Dataset entries

+ + +

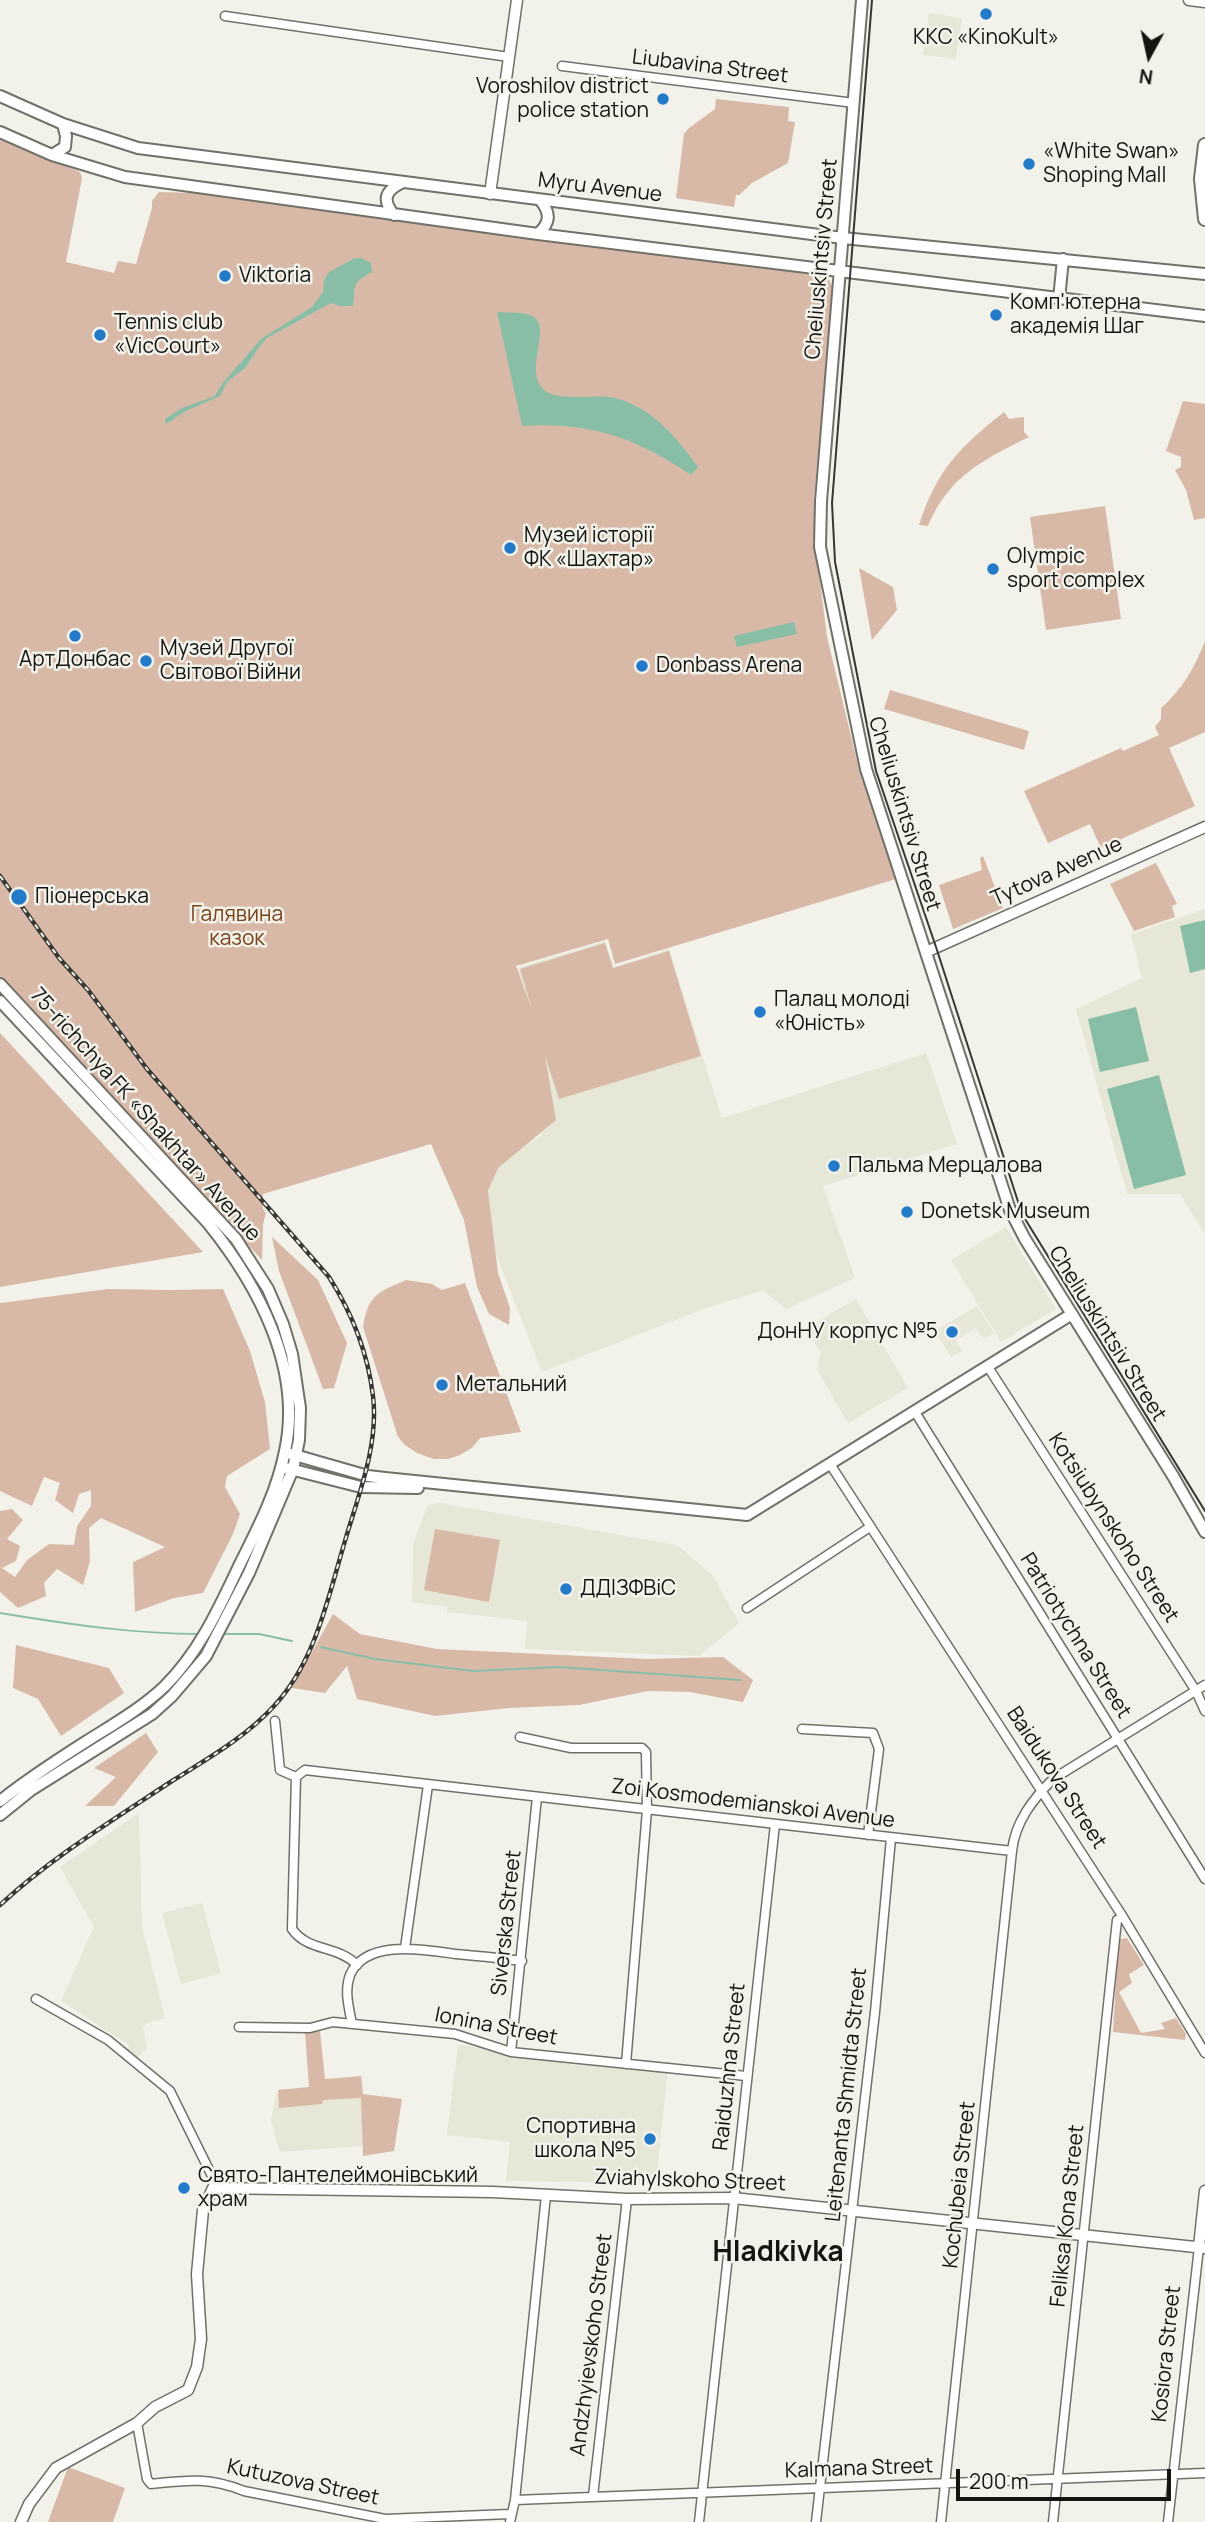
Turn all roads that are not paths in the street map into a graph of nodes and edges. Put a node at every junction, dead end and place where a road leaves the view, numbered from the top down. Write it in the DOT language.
graph roads {
  1 [pos="517,0"];
  2 [pos="862,0"];
  3 [pos="1189,0"];
  4 [pos="1205,2"];
  5 [pos="225,16"];
  6 [pos="509,57"];
  7 [pos="562,66"];
  8 [pos="0,96"];
  9 [pos="854,103"];
  10 [pos="63,124"];
  11 [pos="0,132"];
  12 [pos="1205,154"];
  13 [pos="52,155"];
  14 [pos="401,183"];
  15 [pos="490,194"];
  16 [pos="541,201"];
  17 [pos="394,215"];
  18 [pos="1205,219"];
  19 [pos="538,234"];
  20 [pos="843,238"];
  21 [pos="1063,259"];
  22 [pos="840,271"];
  23 [pos="1205,274"];
  24 [pos="1059,299"];
  25 [pos="1205,316"];
  26 [pos="1205,827"];
  27 [pos="926,952"];
  28 [pos="0,984"];
  29 [pos="0,1001"];
  30 [pos="1072,1314"];
  31 [pos="988,1367"];
  32 [pos="915,1412"];
  33 [pos="291,1453"];
  34 [pos="830,1464"];
  35 [pos="287,1468"];
  36 [pos="463,1487"];
  37 [pos="870,1527"];
  38 [pos="1205,1532"];
  39 [pos="747,1608"];
  40 [pos="1205,1685"];
  41 [pos="1196,1691"];
  42 [pos="1205,1711"];
  43 [pos="275,1721"];
  44 [pos="803,1730"];
  45 [pos="520,1737"];
  46 [pos="1118,1738"];
  47 [pos="296,1777"];
  48 [pos="428,1785"];
  49 [pos="1040,1791"];
  50 [pos="537,1797"];
  51 [pos="0,1801"];
  52 [pos="648,1810"];
  53 [pos="0,1815"];
  54 [pos="775,1825"];
  55 [pos="868,1835"];
  56 [pos="891,1838"];
  57 [pos="1012,1851"];
  58 [pos="1205,1879"];
  59 [pos="1123,1917"];
  60 [pos="405,1948"];
  61 [pos="522,1961"];
  62 [pos="357,1965"];
  63 [pos="36,1999"];
  64 [pos="352,2024"];
  65 [pos="239,2027"];
  66 [pos="511,2052"];
  67 [pos="1205,2053"];
  68 [pos="625,2064"];
  69 [pos="746,2076"];
  70 [pos="214,2188"];
  71 [pos="1205,2191"];
  72 [pos="547,2194"];
  73 [pos="733,2198"];
  74 [pos="627,2199"];
  75 [pos="853,2211"];
  76 [pos="974,2223"];
  77 [pos="1084,2235"];
  78 [pos="1202,2247"];
  79 [pos="136,2423"];
  80 [pos="1205,2473"];
  81 [pos="1173,2474"];
  82 [pos="1058,2479"];
  83 [pos="946,2483"];
  84 [pos="819,2488"];
  85 [pos="703,2492"];
  86 [pos="593,2496"];
  87 [pos="514,2500"];
  88 [pos="510,2518"];
  89 [pos="22,2522"];
  90 [pos="699,2522"];
  91 [pos="816,2522"];
  92 [pos="942,2522"];
  93 [pos="1053,2522"];
  94 [pos="1168,2522"];
  1 -- 6 [label="street"];
  2 -- 9 [label="main road, Cheliuskintsiv Street"];
  3 -- 4 [label="street"];
  5 -- 6 [label="street"];
  6 -- 15 [label="street"];
  7 -- 9 [label="street, Liubavina Street"];
  8 -- 10 [label="main road, Myru Avenue"];
  9 -- 20 [label="main road, Cheliuskintsiv Street"];
  10 -- 13 [label="main road"];
  10 -- 14 [label="main road, Myru Avenue"];
  11 -- 13 [label="main road"];
  12 -- 18 [label="main road"];
  13 -- 17 [label="main road"];
  14 -- 15 [label="main road, Myru Avenue"];
  14 -- 17 [label="main road"];
  15 -- 16 [label="main road, Myru Avenue"];
  16 -- 19 [label="main road"];
  16 -- 20 [label="main road, Myru Avenue"];
  17 -- 19 [label="main road"];
  19 -- 22 [label="main road"];
  20 -- 21 [label="main road, Myru Avenue"];
  20 -- 22 [label="main road, Cheliuskintsiv Street"];
  21 -- 23 [label="main road, Myru Avenue"];
  21 -- 24 [label="main road"];
  22 -- 24 [label="main road"];
  22 -- 27 [label="main road, Cheliuskintsiv Street"];
  24 -- 25 [label="main road"];
  26 -- 27 [label="street, Tytova Avenue"];
  27 -- 30 [label="main road, Cheliuskintsiv Street"];
  28 -- 33 [label="main road, 75-richchya FK «Shakhtar» Avenue"];
  29 -- 33 [label="main road, 75-richchya FK «Shakhtar» Avenue"];
  30 -- 31 [label="main road"];
  30 -- 38 [label="main road, Cheliuskintsiv Street"];
  31 -- 32 [label="main road"];
  31 -- 41 [label="street, Kotsiubynskoho Street"];
  32 -- 34 [label="main road"];
  32 -- 46 [label="street, Patriotychna Street"];
  33 -- 35 [label="main road, 75-richchya FK «Shakhtar» Avenue"];
  33 -- 36 [label="main road"];
  34 -- 36 [label="main road"];
  34 -- 37 [label="street, Baidukova Street"];
  35 -- 36 [label="main road"];
  35 -- 51 [label="main road, 75-richchya FK «Shakhtar» Avenue"];
  35 -- 53 [label="main road, 75-richchya FK «Shakhtar» Avenue"];
  37 -- 39 [label="street"];
  37 -- 49 [label="street, Baidukova Street"];
  40 -- 41 [label="street"];
  41 -- 42 [label="street, Kotsiubynskoho Street"];
  41 -- 46 [label="street"];
  43 -- 47 [label="street"];
  44 -- 55 [label="street"];
  45 -- 52 [label="street"];
  46 -- 49 [label="street"];
  46 -- 58 [label="street, Patriotychna Street"];
  47 -- 48 [label="street, Zoi Kosmodemianskoi Avenue"];
  47 -- 62 [label="street"];
  48 -- 50 [label="street, Zoi Kosmodemianskoi Avenue"];
  48 -- 60 [label="street"];
  49 -- 57 [label="street"];
  49 -- 59 [label="street, Baidukova Street"];
  50 -- 52 [label="street, Zoi Kosmodemianskoi Avenue"];
  50 -- 61 [label="street, Siverska Street"];
  52 -- 54 [label="street, Zoi Kosmodemianskoi Avenue"];
  52 -- 68 [label="street"];
  54 -- 55 [label="street, Zoi Kosmodemianskoi Avenue"];
  54 -- 69 [label="street, Raiduzhna Street"];
  55 -- 56 [label="street, Zoi Kosmodemianskoi Avenue"];
  56 -- 57 [label="street, Zoi Kosmodemianskoi Avenue"];
  56 -- 75 [label="street, Leitenanta Shmidta Street"];
  57 -- 76 [label="street, Kochubeia Street"];
  59 -- 67 [label="street, Baidukova Street"];
  59 -- 77 [label="street, Feliksa Kona Street"];
  60 -- 61 [label="street"];
  60 -- 62 [label="street"];
  61 -- 66 [label="street, Siverska Street"];
  62 -- 64 [label="street"];
  63 -- 70 [label="street"];
  64 -- 65 [label="street, Ionina Street"];
  64 -- 66 [label="street, Ionina Street"];
  66 -- 68 [label="street, Ionina Street"];
  68 -- 69 [label="street, Ionina Street"];
  69 -- 73 [label="street, Raiduzhna Street"];
  70 -- 72 [label="street, Zviahylskoho Street"];
  70 -- 79 [label="street"];
  71 -- 78 [label="street, Kosiora Street"];
  72 -- 74 [label="street, Zviahylskoho Street"];
  72 -- 87 [label="street, Kutuzova Street"];
  73 -- 74 [label="street, Zviahylskoho Street"];
  73 -- 75 [label="street, Zviahylskoho Street"];
  73 -- 85 [label="street, Raiduzhna Street"];
  74 -- 86 [label="street, Andzhyievskoho Street"];
  75 -- 76 [label="street, Zviahylskoho Street"];
  75 -- 84 [label="street, Leitenanta Shmidta Street"];
  76 -- 77 [label="street, Zviahylskoho Street"];
  76 -- 83 [label="street, Kochubeia Street"];
  77 -- 78 [label="street, Zviahylskoho Street"];
  77 -- 82 [label="street, Feliksa Kona Street"];
  78 -- 81 [label="street, Kosiora Street"];
  79 -- 88 [label="street, Kutuzova Street"];
  79 -- 89 [label="street"];
  80 -- 81 [label="street, Kalmana Street"];
  81 -- 82 [label="street, Kalmana Street"];
  81 -- 94 [label="street, Kosiora Street"];
  82 -- 83 [label="street, Kalmana Street"];
  82 -- 93 [label="street, Feliksa Kona Street"];
  83 -- 84 [label="street, Kalmana Street"];
  83 -- 92 [label="street, Kochubeia Street"];
  84 -- 85 [label="street, Kalmana Street"];
  84 -- 91 [label="street, Leitenanta Shmidta Street"];
  85 -- 86 [label="street, Kalmana Street"];
  85 -- 90 [label="street, Raiduzhna Street"];
  86 -- 87 [label="street, Kalmana Street"];
  87 -- 88 [label="street, Kutuzova Street"];
}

+ + +

About this task:
Look through the data above for the word "Kotsiubynskoho". Report each line where it occurs.

Answer to this exercise:
  31 -- 41 [label="street, Kotsiubynskoho Street"];
  41 -- 42 [label="street, Kotsiubynskoho Street"];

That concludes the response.